"But we are in favor of the Allies!" I interrupted.

"I know that also—that is why you have come a third time to Artois."

The next correspondent in the line was a Spaniard. Foch eyed him for a moment. "I know you," he said. "I met you in Madrid six years ago." The correspondent bowed with amazement at the general's memory. He passed along the line, shaking hands. He stopped before a tall Dutchman, the representative of a paper in Amsterdam.

"Ho! Ho!—the big representative of a little nation." The Dutchman was poked in the ribs with the genial index finger of the General's right hand. "Don't you know that if Germany wins, your country will be swallowed up? You have developed a great commerce and valuable industries. Germany will never be your friend. As of old, the big fish will eat the little one." Then he swung back down the line, in my direction.

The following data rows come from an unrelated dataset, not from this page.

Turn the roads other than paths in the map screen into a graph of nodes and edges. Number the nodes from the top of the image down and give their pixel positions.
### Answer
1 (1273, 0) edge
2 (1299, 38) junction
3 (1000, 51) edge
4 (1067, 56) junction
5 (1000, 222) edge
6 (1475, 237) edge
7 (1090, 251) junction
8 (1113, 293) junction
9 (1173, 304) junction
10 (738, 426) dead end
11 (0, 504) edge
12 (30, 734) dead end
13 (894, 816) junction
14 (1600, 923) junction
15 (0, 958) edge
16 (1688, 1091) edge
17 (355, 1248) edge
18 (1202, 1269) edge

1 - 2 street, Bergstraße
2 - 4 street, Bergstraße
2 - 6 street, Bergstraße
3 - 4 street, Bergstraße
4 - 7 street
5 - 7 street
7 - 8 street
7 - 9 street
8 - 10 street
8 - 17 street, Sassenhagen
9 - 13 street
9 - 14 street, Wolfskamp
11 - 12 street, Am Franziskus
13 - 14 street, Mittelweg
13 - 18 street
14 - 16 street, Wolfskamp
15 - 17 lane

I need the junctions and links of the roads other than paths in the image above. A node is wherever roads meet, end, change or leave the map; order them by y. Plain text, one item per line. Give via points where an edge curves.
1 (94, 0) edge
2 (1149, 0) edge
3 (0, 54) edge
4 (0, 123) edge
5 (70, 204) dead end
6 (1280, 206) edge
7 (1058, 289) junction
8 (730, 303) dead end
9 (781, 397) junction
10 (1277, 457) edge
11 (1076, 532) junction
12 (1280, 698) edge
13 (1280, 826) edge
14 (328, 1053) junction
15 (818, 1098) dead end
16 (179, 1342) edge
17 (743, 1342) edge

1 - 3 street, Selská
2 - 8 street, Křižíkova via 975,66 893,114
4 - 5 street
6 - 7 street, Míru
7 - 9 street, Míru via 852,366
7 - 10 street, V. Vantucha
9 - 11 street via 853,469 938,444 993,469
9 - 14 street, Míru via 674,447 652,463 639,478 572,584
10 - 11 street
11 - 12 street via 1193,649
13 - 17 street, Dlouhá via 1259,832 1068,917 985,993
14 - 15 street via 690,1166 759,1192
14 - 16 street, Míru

"You have already been twice on my battle front. You have seen a great difference between the first and second trips. You will see another great change now. Perhaps you will come here still again—for the last great offensive,—in Artois."

"What do you mean, mon general?" I asked.

The little man was silent for a moment, chewing the end of his cigar and looking steadily, first at one and then at another of us. I shall never forget his words. They revealed the cardinal necessity for waging modern war.

"We have shown," he said slowly, "that we can go through them any time we like. The great need is shells. The consumption of shells during the last offensive was fantastic. But still we did not shoot enough." He stopped, then said still more slowly: "The next time we will shoot enough."

"And then, mon general?" asked the Spaniard. "And then?"

"And then," Foch replied, "and then we shall keep on advancing, and the Germans will have to go away."